Friedman was sympathetic to the government's concern that many agencies did not have the ability to store electronic records for long periods. But he noted that "the solution to this problem is not to absolve all agencies of using electronic record-keeping systems because some agencies do not now have the capability to do so. Rather, it makes much more sense to require each agency to put forward its best records management strategy, taking into account its particular assets and deficiencies." He pointed out that "for many years, Congress has recognized the importance of maintaining certain copies of government records and has established safeguards to insure that records with sufficient administrative, legal, research or other value are not destroyed. It should come as no surprise that electronic records, which take less storage space than paper records, should be subject to the same safeguards. While Congress has given the archivist an enormous task in managing the federal government's records, the court is confident that the archivist will be able to efficiently dispose of electronic records within the structure provided by existing law."
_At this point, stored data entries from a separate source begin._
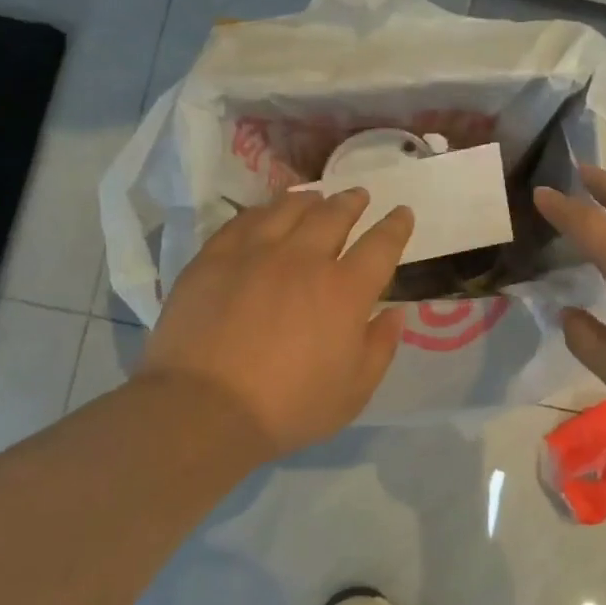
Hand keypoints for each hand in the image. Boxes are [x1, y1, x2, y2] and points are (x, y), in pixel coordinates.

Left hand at [138, 189, 412, 456]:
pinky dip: (263, 211)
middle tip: (359, 196)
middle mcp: (304, 259)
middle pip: (334, 215)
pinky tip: (265, 214)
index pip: (381, 245)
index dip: (396, 226)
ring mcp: (255, 253)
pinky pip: (243, 220)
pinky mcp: (214, 258)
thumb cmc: (289, 407)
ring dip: (309, 200)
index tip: (401, 213)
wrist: (204, 408)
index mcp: (346, 290)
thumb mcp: (354, 390)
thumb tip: (396, 313)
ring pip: (288, 208)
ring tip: (315, 198)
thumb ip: (381, 347)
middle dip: (352, 202)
The Archives apparently took a wrong turn in developing GRS 20 and Friedman told the agency to get back on the right road. But what Friedman's decision emphasizes is that e-mail and other electronic records are different in kind than their paper counterparts and will need to be treated differently. The computer revolution has always been sold on the concept that computers would make our lives easier by allowing us to work more efficiently. The task set out for the National Archives is to figure out how computer records can best be retained in both the short- and long-term, and how those records that can be destroyed can be responsibly identified.